There is a lot of worry in the Kovalchukosphere about the Luongo, Hossa (etc.) contracts and what might happen to them, will the league try to go after them, is the league doomed, and so on. This is mostly due to the fact that Bloch mentioned that the other contracts were currently under investigation. People interpreted this as some kind of warning or hint or something. It’s not. Bloch is pointing out (as I did in my version of the league’s case) that since the other contracts are still under investigation, those contracts don’t establish a precedent that the NHLPA can hang its hat on. Because they could still be thrown out. That speaks to the issue of precedence and nothing else.

But Bloch also went into some detail about how those contracts were/are different from the Kovalchuk SPC. Essentially, Bloch adopted the (my) argument that the Kovalchuk contract shared elements of those other contracts, but the Kovy SPC had “all its knobs turned up to 11” (my phrase, not his).

He also makes a point of saying that the Kovalchuk SPC, in relation to those other deals, is unique. Unique. Not like the others.

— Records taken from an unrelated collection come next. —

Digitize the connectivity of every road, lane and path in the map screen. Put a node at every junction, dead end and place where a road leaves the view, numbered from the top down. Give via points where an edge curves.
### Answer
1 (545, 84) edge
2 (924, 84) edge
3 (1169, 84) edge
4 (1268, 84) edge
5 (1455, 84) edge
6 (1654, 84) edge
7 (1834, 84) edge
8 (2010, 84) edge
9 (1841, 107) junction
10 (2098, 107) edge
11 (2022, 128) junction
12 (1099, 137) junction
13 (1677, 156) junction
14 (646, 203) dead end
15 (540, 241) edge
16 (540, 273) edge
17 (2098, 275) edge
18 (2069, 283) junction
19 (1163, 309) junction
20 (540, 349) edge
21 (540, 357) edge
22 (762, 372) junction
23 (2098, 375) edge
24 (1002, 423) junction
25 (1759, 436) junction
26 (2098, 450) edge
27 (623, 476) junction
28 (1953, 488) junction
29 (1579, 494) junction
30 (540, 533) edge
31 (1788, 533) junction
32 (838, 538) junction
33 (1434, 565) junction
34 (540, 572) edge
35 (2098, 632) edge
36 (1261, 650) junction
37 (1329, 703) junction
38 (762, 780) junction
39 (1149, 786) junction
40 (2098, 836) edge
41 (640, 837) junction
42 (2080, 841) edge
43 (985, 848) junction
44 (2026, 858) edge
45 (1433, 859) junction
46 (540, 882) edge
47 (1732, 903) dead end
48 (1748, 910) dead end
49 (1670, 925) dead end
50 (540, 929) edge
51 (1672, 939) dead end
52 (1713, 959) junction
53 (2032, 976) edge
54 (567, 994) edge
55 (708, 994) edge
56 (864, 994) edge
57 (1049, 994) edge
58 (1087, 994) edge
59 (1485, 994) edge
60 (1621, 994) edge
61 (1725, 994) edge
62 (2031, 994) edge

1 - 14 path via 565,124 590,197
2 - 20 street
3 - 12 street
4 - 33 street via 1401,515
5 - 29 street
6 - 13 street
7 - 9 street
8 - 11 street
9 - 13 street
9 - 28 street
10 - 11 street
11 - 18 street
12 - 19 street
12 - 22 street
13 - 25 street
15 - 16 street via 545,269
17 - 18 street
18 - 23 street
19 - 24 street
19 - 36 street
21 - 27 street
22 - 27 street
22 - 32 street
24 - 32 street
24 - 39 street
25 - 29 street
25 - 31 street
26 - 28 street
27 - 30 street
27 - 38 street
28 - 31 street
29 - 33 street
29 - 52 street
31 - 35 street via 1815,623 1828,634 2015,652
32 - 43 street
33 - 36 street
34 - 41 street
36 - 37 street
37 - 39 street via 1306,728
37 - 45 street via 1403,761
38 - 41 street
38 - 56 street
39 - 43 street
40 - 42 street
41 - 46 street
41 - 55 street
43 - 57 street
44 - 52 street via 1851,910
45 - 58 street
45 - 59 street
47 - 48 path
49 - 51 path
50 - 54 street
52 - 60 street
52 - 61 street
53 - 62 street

It would be nearly impossible for the league to survive an arbitration on the subject of those other SPCs, given that the arbitrator’s binding ruling is that the Kovalchuk SPC is different — worse — than the others. The league’s whole case — if they were to be emboldened by yesterday’s decision — would be: all these deals are prohibited for the same reason. But they can’t make that case, because the arbitrator said they are not the same.